Quit Smoking: Tips for First Hard Days
Apr 19, 2022
To quit smoking is one of the toughest journeys yet highly rewarding. Within the first hour you decide to quit smoking, your body goes through a roller coaster of changes. Your heart rate and blood pressure go down in the first half an hour, a few hours later the carbon monoxide levels decrease and weeks later you have stopped wheezing every other minute. However, all withdrawal symptoms are not positive.
In the first four days, the body has to adapt with the withdrawal of nicotine. In addition to feeling physically terrible, the mental and emotional state of the quitter is often all over the place. During nicotine withdrawal, one may feel restlessness and boredom, stress, fatigue, experience headaches, cravings, depression and anxiety, weight gain and much more.
The nicotine withdrawals last about 2 weeks and after these weeks pass, it gets a little easier. So what can help during these 2 weeks?
- Cravings normally only last a few minutes, so pause and relax and take a few deep breaths until the urge passes.
- Keep your mouth busy with gum, hard candy, and crunchy (healthy) food and sip cold water through straws to replace the act of sucking on a cigarette.
- Keep a list of the good changes as you begin to notice them so that when the urge to smoke strikes, you can look at your list as a reminder of what you’ve gained from quitting.
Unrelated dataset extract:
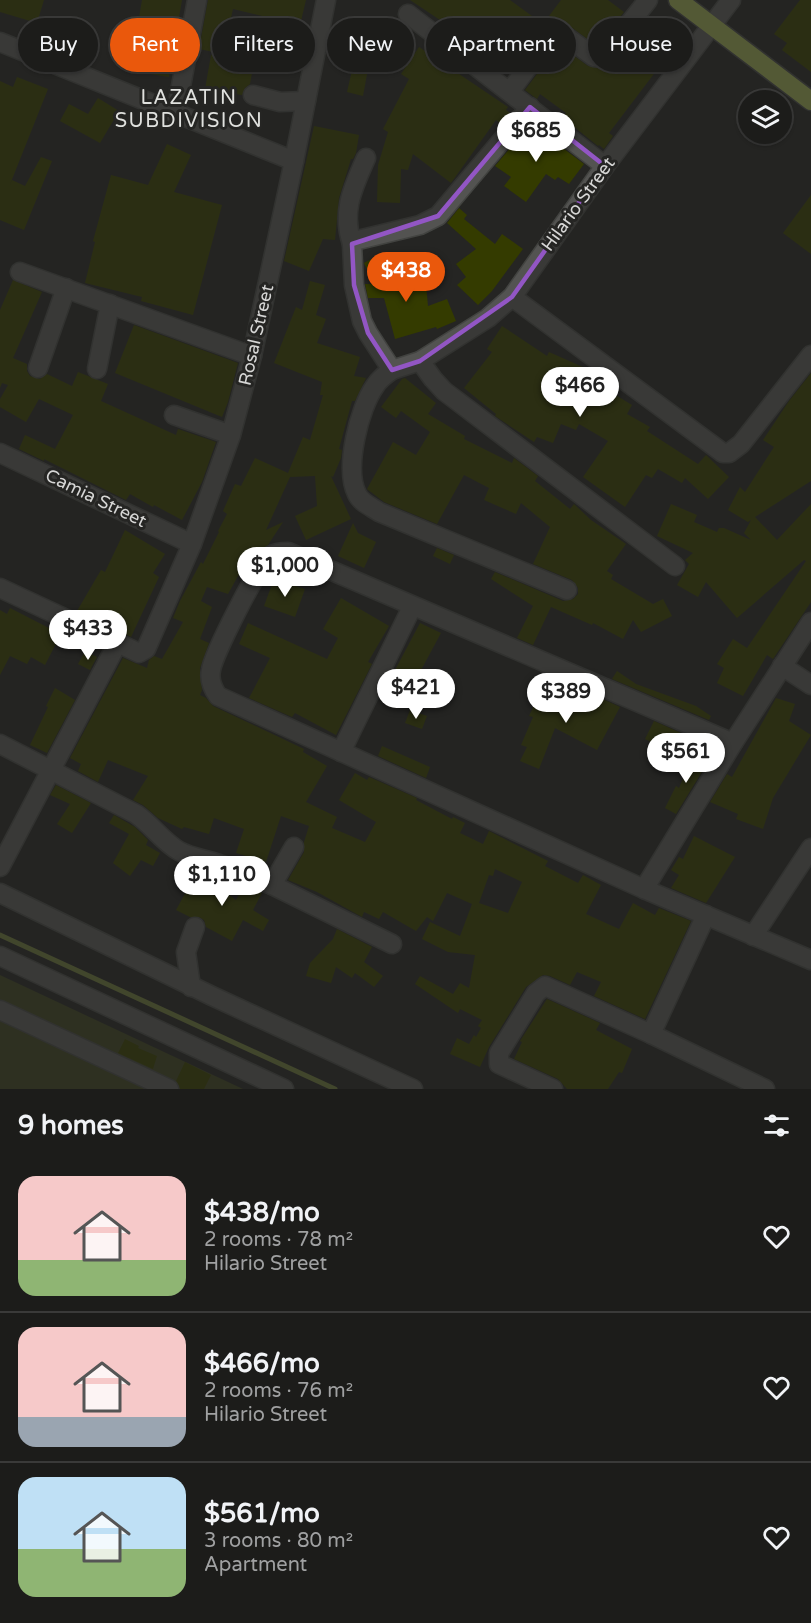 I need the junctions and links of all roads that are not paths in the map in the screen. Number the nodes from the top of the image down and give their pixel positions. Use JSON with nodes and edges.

- Exercise offers a powerful distraction from cravings. Go for a walk or do some quick exercises when a craving hits.
- One of the instant perks of quitting is that your mouth tastes better and your breath smells better. So brush often to keep that clean, fresh mouth.
- Head to a public place where you can’t smoke like a movie theater, or a library or a store.
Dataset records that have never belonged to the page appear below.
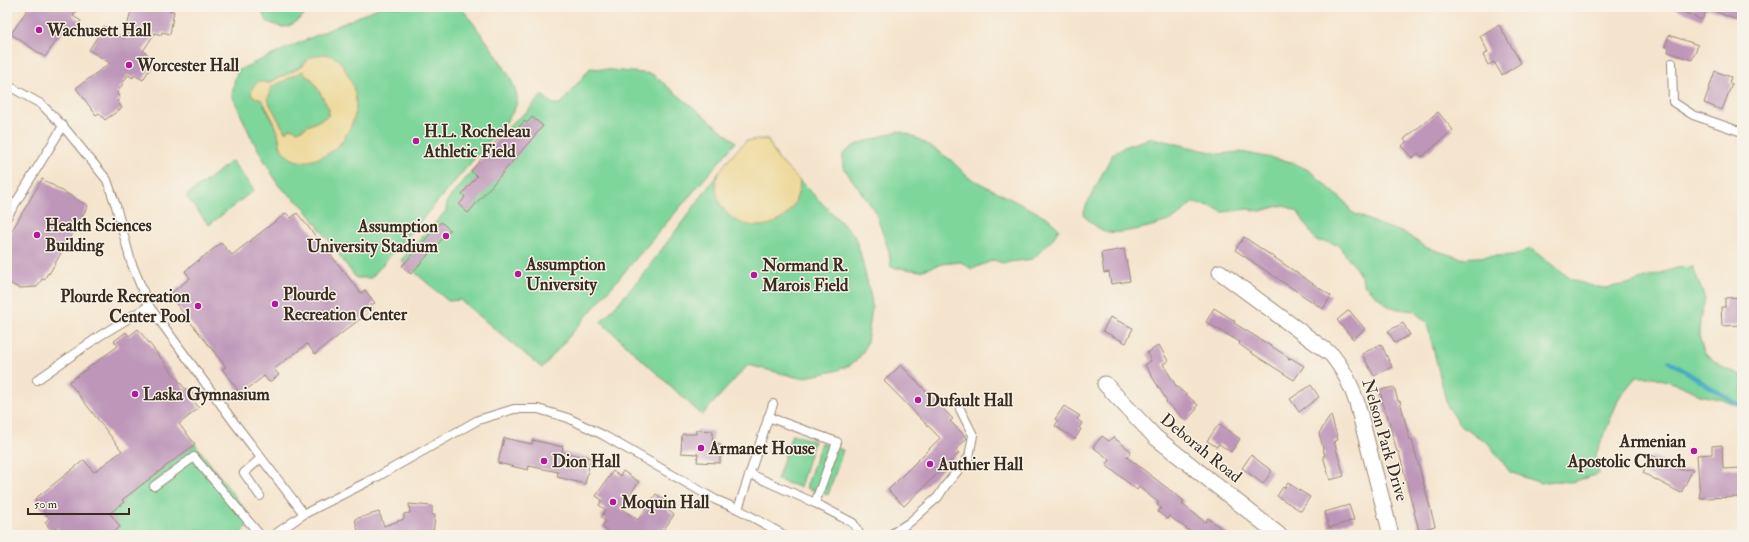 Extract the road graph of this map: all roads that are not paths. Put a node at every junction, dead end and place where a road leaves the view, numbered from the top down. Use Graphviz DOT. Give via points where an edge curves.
graph roads {
  1 [pos="1672,63"];
  2 [pos="7,85"];
  3 [pos="64,126"];
  4 [pos="1742,132"];
  5 [pos="7,217"];
  6 [pos="1220,272"];
  7 [pos="149,306"];
  8 [pos="37,380"];
  9 [pos="1105,384"];
  10 [pos="772,404"];
  11 [pos="960,409"];
  12 [pos="768,417"];
  13 [pos="261,458"];
  14 [pos="750,474"];
  15 [pos="154,486"];
  16 [pos="260,496"];
  17 [pos="815,503"];
  18 [pos="738,509"];
  19 [pos="304,514"];
  20 [pos="260,535"];
  21 [pos="274,535"];
  22 [pos="784,535"];
  23 [pos="860,535"];
  24 [pos="890,535"];
  25 [pos="1279,535"];
  26 [pos="1391,535"];
  1 -- 4 [label="lane" via="1673,102 1693,115"];
  2 -- 3 [label="lane" via="41,104"];
  3 -- 5 [label="lane"];
  3 -- 7 [label="lane" via="107,180 131,262"];
  6 -- 26 [label="street, Nelson Park Drive" via="1332,355 1343,368 1352,385"];
  7 -- 8 [label="lane" via="100,335"];
  7 -- 13 [label="lane"];
  9 -- 25 [label="street, Deborah Road" via="1155,437"];
  10 -- 12 [label="lane"];
  11 -- 24 [label="lane" via="973,435 969,457 938,497 910,522"];
  12 -- 14 [label="lane"];
  12 -- 17 [label="lane" via="837,442"];
  13 -- 16 [label="lane" via="244,473"];
  13 -- 19 [label="lane"];
  14 -- 17 [label="lane"];
  14 -- 18 [label="lane"];
  15 -- 20 [label="lane" via="194,457"];
  17 -- 23 [label="lane" via="853,523"];
  18 -- 19 [label="lane" via="716,500 603,435 568,418 526,408 483,418"];
  18 -- 22 [label="lane"];
  19 -- 21 [label="lane"];
}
- Call or text a friend who supports your quitting habits. No need to talk to them about smoking or quitting, just talk about random topics.
- Start a new routine for times when you usually smoke like a new hobby, any work that is pending, or hang-out with friends and family.
- Avoid urges or trouble makers that make you want to smoke, such as alcohol, caffeine, or people you know who smoke.
- Remember the reason you quit. Write down a list, post it everywhere you spend time so that you always remember why you decided on going down this path.